Task instructions: Write out each line of the entries exactly, starting at the first and finishing with the line that contains "Please list the".

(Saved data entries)
== Segment start ==

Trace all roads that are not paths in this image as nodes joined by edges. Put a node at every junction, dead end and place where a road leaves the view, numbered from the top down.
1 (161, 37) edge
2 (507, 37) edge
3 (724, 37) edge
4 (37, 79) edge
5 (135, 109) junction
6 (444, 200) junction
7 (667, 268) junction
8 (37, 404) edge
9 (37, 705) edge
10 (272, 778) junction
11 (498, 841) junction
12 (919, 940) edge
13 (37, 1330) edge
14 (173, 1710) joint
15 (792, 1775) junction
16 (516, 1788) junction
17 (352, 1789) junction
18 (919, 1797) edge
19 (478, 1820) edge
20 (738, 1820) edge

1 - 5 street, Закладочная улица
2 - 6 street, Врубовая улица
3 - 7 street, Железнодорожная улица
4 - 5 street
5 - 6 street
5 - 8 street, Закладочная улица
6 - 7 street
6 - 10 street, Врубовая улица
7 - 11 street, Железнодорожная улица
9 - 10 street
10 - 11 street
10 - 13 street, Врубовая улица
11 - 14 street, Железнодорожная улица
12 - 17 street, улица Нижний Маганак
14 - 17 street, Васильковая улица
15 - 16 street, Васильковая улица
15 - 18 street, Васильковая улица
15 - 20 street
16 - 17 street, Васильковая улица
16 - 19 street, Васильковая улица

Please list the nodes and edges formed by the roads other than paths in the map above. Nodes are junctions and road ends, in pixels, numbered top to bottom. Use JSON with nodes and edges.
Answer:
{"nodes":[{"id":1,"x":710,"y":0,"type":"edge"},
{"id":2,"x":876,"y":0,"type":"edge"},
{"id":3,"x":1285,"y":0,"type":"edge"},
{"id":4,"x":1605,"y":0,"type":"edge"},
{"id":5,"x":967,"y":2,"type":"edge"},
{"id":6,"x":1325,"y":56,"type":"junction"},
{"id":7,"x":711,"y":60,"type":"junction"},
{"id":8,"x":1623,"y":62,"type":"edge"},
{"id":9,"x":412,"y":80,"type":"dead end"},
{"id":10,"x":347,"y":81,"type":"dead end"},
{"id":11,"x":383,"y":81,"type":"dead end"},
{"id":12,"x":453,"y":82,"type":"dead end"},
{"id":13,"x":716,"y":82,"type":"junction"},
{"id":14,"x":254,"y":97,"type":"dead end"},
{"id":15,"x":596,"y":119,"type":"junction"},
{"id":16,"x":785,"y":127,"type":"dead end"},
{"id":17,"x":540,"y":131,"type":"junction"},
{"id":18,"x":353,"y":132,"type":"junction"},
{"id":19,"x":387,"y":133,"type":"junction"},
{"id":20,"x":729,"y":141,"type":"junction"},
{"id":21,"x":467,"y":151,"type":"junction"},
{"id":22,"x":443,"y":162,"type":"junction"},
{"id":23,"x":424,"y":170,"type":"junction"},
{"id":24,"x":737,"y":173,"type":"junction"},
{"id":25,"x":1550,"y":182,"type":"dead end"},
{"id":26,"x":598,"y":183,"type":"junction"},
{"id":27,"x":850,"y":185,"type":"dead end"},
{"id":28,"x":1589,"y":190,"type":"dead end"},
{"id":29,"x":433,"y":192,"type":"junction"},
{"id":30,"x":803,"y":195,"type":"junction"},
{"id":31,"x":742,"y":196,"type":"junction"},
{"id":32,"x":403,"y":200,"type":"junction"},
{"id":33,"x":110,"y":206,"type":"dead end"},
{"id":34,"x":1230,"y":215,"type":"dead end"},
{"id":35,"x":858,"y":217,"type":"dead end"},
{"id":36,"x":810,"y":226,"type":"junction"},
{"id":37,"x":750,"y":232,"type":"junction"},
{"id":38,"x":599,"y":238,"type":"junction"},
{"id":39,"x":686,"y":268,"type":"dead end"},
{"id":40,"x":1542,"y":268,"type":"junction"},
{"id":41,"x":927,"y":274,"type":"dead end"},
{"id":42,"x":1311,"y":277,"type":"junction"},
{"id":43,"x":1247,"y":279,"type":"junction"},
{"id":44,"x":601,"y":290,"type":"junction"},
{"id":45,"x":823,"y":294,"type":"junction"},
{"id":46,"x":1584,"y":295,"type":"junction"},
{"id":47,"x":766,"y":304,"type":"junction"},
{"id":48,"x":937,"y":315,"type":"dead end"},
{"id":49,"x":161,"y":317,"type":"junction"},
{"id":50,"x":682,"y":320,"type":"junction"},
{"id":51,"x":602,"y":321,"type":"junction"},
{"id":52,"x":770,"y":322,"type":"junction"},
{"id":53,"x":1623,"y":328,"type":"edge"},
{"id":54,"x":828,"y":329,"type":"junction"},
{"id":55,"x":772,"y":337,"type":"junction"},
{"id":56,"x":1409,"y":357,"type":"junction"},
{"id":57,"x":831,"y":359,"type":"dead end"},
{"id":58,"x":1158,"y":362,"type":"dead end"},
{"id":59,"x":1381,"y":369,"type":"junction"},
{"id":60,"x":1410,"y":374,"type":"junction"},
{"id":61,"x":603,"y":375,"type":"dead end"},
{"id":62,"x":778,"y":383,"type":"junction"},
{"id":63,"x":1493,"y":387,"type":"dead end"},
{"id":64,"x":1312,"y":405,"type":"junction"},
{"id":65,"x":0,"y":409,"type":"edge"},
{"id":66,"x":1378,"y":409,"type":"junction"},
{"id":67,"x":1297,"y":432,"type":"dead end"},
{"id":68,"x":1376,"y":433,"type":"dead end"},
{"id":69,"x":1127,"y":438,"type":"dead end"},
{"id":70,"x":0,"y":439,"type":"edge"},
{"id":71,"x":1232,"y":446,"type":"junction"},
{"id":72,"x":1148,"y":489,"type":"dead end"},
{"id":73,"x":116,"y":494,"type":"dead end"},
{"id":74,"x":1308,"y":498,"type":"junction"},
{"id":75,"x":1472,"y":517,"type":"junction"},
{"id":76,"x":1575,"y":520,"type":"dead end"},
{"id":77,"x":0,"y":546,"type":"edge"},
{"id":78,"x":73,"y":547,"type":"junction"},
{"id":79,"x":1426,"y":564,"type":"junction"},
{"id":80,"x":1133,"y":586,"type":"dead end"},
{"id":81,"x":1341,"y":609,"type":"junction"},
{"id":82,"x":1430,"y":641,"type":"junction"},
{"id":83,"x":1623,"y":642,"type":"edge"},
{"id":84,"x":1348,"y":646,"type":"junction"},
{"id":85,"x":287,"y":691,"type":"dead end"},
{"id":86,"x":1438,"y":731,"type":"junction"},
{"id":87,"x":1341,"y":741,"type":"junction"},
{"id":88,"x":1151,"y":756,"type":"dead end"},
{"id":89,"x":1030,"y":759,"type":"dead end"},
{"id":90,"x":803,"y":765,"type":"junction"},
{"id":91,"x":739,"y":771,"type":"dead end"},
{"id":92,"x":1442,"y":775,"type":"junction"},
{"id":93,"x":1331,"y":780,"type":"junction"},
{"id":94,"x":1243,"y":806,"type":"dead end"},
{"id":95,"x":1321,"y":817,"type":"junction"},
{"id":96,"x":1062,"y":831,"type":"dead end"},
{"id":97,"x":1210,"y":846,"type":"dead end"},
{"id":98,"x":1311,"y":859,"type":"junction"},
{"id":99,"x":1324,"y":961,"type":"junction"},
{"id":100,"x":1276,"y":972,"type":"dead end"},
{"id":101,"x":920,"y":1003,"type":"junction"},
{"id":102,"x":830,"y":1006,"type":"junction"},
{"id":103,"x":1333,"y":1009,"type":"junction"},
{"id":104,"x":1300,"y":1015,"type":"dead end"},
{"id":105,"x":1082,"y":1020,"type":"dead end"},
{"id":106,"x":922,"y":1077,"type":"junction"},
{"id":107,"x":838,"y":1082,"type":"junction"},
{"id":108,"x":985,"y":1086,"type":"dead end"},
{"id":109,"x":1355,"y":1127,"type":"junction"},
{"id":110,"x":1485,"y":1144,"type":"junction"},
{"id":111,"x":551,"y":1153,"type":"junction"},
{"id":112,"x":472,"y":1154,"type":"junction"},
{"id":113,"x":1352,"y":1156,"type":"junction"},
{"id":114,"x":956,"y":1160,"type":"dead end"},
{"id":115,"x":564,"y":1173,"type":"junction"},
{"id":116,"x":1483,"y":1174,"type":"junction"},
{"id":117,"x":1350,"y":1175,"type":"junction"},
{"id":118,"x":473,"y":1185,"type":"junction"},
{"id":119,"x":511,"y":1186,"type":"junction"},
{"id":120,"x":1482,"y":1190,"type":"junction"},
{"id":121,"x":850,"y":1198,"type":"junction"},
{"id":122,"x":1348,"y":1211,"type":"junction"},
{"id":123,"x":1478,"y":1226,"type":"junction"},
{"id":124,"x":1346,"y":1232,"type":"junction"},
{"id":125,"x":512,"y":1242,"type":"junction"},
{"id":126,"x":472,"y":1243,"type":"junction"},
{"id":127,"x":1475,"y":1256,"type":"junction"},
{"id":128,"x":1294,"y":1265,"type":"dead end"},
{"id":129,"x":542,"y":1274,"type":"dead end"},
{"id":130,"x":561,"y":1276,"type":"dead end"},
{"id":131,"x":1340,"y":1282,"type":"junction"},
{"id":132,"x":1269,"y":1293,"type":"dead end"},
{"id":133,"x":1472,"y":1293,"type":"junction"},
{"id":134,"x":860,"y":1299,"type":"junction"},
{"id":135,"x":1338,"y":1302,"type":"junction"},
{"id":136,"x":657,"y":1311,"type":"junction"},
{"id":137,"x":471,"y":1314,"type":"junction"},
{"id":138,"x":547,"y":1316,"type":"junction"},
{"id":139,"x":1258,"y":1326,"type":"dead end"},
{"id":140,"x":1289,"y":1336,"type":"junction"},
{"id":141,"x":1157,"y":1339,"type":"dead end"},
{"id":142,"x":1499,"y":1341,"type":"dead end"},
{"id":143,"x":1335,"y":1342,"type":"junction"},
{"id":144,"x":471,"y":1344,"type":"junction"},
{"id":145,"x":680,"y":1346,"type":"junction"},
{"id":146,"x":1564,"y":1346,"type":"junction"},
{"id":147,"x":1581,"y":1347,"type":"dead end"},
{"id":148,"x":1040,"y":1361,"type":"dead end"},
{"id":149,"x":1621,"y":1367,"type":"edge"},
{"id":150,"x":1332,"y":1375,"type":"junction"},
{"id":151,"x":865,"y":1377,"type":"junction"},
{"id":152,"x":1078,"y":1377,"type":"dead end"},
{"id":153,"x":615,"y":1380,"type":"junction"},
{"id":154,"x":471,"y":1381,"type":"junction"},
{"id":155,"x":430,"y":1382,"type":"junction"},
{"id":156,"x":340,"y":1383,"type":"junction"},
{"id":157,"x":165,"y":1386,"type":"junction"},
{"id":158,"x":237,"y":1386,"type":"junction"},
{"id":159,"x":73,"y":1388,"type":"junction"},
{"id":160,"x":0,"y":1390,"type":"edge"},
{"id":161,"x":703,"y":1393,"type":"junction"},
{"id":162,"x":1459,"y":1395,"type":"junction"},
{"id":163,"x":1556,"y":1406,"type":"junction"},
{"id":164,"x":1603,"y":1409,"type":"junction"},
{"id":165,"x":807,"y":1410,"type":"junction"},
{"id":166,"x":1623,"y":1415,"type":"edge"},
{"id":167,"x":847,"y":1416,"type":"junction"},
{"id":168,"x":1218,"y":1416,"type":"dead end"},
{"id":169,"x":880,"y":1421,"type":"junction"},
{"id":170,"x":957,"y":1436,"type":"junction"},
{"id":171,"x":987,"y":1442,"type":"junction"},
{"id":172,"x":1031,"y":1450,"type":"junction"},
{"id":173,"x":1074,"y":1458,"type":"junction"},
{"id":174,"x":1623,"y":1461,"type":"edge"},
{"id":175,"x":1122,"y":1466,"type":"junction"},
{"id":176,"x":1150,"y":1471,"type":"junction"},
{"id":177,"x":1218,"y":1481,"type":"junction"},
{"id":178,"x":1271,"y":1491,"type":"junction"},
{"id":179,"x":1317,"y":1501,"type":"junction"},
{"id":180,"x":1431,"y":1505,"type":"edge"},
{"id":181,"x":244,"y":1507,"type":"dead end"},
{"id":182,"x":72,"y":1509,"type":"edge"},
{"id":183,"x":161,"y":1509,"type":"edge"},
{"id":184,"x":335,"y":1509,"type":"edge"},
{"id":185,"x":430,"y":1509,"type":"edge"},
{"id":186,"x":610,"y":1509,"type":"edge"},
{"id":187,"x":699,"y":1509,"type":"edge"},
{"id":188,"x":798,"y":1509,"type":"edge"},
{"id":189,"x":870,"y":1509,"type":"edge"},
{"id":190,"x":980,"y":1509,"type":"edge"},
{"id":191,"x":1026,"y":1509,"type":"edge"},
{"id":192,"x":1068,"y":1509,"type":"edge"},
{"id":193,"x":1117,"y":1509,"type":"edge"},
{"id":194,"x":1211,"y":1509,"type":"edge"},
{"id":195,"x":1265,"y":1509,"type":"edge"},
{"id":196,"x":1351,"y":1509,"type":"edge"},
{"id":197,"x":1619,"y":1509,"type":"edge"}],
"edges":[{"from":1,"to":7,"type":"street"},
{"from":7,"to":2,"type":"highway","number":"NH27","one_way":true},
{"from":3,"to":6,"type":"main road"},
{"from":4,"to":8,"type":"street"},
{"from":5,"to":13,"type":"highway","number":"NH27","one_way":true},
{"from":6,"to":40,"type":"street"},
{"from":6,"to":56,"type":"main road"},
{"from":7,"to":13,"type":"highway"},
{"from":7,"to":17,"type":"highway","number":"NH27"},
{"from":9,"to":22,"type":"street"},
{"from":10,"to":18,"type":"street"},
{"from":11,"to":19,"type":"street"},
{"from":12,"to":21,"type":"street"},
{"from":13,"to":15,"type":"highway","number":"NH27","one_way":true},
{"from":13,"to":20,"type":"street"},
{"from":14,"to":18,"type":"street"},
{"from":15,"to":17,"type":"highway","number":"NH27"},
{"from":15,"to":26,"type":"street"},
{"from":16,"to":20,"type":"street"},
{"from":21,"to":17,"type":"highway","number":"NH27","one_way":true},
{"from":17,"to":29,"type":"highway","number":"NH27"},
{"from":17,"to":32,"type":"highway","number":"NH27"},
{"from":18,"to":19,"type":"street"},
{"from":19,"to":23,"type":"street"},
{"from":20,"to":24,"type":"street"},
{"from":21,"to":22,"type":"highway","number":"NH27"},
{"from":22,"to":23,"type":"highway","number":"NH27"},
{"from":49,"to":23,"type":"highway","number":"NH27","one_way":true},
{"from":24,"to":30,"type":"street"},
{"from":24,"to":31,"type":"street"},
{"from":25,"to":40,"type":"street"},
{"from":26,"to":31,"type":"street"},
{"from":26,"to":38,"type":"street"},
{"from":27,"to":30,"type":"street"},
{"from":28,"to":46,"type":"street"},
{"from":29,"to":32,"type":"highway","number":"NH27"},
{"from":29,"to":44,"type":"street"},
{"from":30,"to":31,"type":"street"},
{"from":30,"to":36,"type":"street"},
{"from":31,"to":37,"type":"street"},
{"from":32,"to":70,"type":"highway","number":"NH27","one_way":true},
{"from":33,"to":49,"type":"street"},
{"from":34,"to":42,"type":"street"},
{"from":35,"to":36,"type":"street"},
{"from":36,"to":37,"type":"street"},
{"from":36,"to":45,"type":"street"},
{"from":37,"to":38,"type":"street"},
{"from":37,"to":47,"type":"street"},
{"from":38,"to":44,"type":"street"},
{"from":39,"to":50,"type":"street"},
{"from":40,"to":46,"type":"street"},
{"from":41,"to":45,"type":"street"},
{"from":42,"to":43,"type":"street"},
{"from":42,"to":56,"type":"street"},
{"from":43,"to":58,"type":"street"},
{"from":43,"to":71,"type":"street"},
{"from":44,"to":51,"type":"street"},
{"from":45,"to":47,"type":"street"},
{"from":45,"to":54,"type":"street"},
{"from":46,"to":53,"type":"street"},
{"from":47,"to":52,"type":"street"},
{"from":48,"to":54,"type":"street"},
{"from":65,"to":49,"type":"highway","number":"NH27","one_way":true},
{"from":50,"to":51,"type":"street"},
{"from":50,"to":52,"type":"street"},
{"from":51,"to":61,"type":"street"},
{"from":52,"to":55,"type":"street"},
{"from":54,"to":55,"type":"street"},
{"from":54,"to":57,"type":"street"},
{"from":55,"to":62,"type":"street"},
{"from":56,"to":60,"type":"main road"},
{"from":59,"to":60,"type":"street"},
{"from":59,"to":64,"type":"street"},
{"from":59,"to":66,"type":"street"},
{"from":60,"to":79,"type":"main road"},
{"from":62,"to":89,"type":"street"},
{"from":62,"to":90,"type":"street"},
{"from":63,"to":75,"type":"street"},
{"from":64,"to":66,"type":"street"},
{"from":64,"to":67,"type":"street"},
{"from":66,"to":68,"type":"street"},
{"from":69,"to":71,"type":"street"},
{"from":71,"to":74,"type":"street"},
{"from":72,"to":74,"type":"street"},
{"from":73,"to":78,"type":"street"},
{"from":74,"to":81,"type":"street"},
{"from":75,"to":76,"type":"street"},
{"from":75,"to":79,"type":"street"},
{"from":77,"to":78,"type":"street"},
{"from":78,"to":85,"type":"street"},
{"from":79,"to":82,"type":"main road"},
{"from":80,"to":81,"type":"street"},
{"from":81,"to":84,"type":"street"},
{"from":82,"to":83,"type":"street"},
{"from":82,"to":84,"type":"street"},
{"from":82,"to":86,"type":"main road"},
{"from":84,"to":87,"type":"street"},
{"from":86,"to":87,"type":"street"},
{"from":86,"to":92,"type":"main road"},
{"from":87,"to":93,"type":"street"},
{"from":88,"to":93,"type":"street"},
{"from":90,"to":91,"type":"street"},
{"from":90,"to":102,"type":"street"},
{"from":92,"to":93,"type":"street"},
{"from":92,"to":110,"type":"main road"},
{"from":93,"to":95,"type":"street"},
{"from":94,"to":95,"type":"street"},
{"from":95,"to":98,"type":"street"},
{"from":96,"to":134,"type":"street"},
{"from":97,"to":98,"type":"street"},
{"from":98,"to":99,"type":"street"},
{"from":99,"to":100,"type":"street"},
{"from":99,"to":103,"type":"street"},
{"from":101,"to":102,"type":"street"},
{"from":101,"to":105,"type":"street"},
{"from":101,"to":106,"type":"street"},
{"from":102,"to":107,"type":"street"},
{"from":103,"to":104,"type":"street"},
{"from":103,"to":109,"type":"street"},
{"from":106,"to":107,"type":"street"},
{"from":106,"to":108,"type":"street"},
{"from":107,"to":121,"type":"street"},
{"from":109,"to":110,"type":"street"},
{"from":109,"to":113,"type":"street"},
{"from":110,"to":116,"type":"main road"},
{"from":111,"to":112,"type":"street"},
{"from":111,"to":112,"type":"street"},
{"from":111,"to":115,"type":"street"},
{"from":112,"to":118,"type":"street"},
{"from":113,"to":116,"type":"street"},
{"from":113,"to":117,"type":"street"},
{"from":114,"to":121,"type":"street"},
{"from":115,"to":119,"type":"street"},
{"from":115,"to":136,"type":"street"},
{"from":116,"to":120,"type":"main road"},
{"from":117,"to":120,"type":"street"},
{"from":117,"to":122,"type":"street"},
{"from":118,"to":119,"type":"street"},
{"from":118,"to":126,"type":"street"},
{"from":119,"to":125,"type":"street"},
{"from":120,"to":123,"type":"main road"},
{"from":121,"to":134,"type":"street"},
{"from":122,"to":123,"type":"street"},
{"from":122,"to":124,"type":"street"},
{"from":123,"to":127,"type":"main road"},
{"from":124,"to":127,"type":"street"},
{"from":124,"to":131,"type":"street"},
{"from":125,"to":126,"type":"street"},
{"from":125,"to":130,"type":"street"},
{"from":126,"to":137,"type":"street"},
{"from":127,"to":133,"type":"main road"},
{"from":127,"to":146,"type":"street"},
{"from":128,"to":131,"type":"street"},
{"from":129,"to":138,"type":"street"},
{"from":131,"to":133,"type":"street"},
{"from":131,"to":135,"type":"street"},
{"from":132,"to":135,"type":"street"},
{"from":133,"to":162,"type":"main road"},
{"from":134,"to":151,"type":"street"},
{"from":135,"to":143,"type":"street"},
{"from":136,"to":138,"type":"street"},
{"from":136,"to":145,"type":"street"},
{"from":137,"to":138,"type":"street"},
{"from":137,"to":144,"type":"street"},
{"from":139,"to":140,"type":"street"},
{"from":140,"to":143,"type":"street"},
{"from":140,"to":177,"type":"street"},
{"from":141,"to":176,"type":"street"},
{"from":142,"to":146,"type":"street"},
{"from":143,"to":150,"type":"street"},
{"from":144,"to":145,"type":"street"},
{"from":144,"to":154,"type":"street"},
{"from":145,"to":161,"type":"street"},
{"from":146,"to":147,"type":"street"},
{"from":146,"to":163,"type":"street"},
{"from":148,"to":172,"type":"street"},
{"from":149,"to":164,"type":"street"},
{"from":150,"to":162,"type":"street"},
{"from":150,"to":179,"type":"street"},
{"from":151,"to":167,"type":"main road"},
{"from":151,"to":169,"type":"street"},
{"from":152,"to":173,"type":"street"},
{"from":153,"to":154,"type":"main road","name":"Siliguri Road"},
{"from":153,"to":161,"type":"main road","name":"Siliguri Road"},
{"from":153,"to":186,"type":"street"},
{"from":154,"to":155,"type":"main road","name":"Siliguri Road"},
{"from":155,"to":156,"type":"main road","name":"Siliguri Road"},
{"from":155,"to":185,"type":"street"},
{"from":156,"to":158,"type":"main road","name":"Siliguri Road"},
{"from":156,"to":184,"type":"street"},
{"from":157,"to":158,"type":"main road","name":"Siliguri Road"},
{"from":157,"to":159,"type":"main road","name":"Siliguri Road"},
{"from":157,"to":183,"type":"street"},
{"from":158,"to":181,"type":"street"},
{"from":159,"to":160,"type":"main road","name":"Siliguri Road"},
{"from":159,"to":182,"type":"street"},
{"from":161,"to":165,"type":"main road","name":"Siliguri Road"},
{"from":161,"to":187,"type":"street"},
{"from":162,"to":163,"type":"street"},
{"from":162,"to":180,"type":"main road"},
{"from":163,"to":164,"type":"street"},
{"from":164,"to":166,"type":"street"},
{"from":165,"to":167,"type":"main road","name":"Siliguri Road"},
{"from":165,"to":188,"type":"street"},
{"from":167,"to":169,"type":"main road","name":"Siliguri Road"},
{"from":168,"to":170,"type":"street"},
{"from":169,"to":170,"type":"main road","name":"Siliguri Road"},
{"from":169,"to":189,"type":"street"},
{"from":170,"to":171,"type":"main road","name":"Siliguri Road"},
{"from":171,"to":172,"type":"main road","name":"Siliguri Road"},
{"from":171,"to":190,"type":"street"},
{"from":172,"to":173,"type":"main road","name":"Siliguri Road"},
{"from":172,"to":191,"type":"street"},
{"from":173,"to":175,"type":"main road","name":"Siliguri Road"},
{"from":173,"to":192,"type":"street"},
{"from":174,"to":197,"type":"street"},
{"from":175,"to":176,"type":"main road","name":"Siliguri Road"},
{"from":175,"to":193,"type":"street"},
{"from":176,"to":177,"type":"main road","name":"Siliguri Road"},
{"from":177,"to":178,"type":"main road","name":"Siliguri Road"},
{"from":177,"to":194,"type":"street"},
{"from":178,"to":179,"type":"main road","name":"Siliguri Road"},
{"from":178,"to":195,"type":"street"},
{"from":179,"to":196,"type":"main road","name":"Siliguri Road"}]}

== Segment end ==

Result:
Trace all roads that are not paths in this image as nodes joined by edges. Put a node at every junction, dead end and place where a road leaves the view, numbered from the top down.
1 (161, 37) edge
2 (507, 37) edge
3 (724, 37) edge
4 (37, 79) edge
5 (135, 109) junction
6 (444, 200) junction
7 (667, 268) junction
8 (37, 404) edge
9 (37, 705) edge
10 (272, 778) junction
11 (498, 841) junction
12 (919, 940) edge
13 (37, 1330) edge
14 (173, 1710) joint
15 (792, 1775) junction
16 (516, 1788) junction
17 (352, 1789) junction
18 (919, 1797) edge
19 (478, 1820) edge
20 (738, 1820) edge

1 - 5 street, Закладочная улица
2 - 6 street, Врубовая улица
3 - 7 street, Железнодорожная улица
4 - 5 street
5 - 6 street
5 - 8 street, Закладочная улица
6 - 7 street
6 - 10 street, Врубовая улица
7 - 11 street, Железнодорожная улица
9 - 10 street
10 - 11 street
10 - 13 street, Врубовая улица
11 - 14 street, Железнодорожная улица
12 - 17 street, улица Нижний Маганак
14 - 17 street, Васильковая улица
15 - 16 street, Васильковая улица
15 - 18 street, Васильковая улица
15 - 20 street
16 - 17 street, Васильковая улица
16 - 19 street, Васильковая улица

Please list the nodes and edges formed by the roads other than paths in the map above. Nodes are junctions and road ends, in pixels, numbered top to bottom. Use JSON with nodes and edges.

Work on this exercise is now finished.